How can I remove duplicate filenames from different directories in a list and use them once as xml tag text?

Charlotte · November 22, 2024, 11:16am

I have a file tree like :

2_Product
    2-1_CategoryName1_Product
        2-1-1_Name1_Product
            LLL_nomenclature1_product.zip
                LLL_nomenclature1_product (folder)
                    notice_nomenclature1.pdf
            LLL_nomenclature1_product_metadata.xml
            LLL_nomenclature2_product.zip
                LLL_nomenclature2_product (folder)
                    notice_nomenclature2.pdf
            LLL_nomenclature2_product_metadata.xml
            LLL_nomenclature3_product.zip
                LLL_nomenclature3_subproduct1 (folder)
                    notice_nomenclature3.pdf
                LLL_nomenclature3_subproduct2 (folder)
                    notice_nomenclature3.pdf
                LLL_nomenclature3_subproduct3 (folder)
                    notice_nomenclature3.pdf
            LLL_nomenclature3_product_metadata.xml
            ... etc
        2-1-2_Name2_Product
        2-1-3_ ...etc
    2-2_CategoryName2_Product
        2-2-1_ ...
        2-2-2_ ...
    ... etc

I have a script that searches my zipped folders for the ‘notice_nomenclatureX.pdf’ files and then adds a tag in the xml of the associated product with the name of the associated notice in it (here ‘notice_nomenclature1.pdf’ for example).

import os
import xml.etree.ElementTree as ET
import zipfile

for root, dirs, files in os.walk("."):
    for folder_ext in files:
        if folder_ext[-4:] == '.zip' and folder_ext[:3] == 'LLL': 
            filePath3 = os.path.join(root, folder_ext)
            zip_folder = zipfile.ZipFile(filePath3)
            zipfile_paths = zip_folder.namelist() 
            for paths in zipfile_paths: 
                zipfiles = os.path.basename(paths)
                if zipfiles[-4:] == '.pdf' and zipfiles[:3] == 'not':
                    notice_name = zipfiles 
                    for prdt in files: 
                        if prdt[-4:] == '.xml' and prdt[:-13] == folder_ext[:-4] : 
                            filePath4 = os.path.join(root, prdt) 
                            xml_produit = ET.parse(filePath4) 
                            root_produit = xml_produit.getroot() 
                            notice_tag = ET.SubElement(root_produit, "notice_pdf") 
                            notice_tag.text = notice_name 
                            ET.indent(root_produit) 
                            xml_produit.write(filePath4, encoding='utf-8', xml_declaration=True, method='xml', short_empty_elements=False)

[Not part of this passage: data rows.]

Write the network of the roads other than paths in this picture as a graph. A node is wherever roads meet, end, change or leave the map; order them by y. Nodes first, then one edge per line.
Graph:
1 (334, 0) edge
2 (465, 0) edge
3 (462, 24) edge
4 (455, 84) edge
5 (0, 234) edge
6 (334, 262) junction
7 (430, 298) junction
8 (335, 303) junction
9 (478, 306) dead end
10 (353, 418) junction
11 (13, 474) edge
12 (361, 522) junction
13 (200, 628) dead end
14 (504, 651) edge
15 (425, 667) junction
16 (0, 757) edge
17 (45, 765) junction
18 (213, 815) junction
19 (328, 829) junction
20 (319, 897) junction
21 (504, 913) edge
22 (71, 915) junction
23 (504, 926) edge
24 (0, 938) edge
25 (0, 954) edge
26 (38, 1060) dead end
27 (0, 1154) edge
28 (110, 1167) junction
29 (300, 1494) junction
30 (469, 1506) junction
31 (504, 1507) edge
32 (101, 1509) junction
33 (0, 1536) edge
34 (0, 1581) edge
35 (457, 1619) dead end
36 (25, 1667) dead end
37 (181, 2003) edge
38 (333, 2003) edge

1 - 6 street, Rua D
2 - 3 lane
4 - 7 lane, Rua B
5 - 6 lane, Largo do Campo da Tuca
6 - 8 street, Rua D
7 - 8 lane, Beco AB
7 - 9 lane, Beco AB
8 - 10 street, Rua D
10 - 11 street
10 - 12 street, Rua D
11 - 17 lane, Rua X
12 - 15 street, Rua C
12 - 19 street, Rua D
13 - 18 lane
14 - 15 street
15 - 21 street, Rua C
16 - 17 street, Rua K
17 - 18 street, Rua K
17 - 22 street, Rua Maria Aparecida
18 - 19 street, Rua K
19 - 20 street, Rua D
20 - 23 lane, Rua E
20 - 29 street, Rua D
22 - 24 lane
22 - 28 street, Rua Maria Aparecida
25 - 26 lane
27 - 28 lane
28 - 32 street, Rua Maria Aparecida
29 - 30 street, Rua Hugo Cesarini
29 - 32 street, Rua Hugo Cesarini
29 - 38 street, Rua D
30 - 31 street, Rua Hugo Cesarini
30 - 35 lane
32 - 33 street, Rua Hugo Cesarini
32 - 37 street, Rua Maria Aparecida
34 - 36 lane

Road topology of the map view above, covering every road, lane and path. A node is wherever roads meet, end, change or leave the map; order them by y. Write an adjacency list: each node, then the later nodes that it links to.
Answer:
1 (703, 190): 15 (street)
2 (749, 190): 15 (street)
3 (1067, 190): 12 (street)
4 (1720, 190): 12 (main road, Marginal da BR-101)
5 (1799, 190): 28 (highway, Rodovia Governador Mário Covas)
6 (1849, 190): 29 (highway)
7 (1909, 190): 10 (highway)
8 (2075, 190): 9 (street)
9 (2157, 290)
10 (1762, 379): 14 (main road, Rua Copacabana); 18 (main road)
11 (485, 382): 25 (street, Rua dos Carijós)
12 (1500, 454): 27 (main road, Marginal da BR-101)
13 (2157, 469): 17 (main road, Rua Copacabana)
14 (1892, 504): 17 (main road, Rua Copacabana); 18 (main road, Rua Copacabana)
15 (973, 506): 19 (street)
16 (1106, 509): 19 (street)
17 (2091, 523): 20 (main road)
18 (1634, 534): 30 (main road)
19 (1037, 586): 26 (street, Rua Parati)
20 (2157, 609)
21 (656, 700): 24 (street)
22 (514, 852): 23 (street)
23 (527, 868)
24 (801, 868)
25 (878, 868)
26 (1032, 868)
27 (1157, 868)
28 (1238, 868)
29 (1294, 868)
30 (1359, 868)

My script works well for ‘nomenclature1’ and ‘nomenclature2’ and gives this in my xml (what I want) :

<?xml version="1.0" encoding="UTF-8"?>
<gmd:MD_Metadata xmlns:gmd="http:...">
.
.
.
<notice_pdf>notice_nomenclature1.pdf</notice_pdf>
</gmd:MD_Metadata>

But for ‘nomenclature3’, I get (what I don’t want) :

<?xml version="1.0" encoding="UTF-8"?>
<gmd:MD_Metadata xmlns:gmd="http:...">
.
.
.
<notice_pdf>notice_nomenclature3.pdf</notice_pdf>
<notice_pdf>notice_nomenclature3.pdf</notice_pdf>
<notice_pdf>notice_nomenclature3.pdf</notice_pdf>
</gmd:MD_Metadata>

How do I write in my script that when the ‘zipfiles’ variable contains the same notice name several times, it only transcribes one of them in the xml tag ?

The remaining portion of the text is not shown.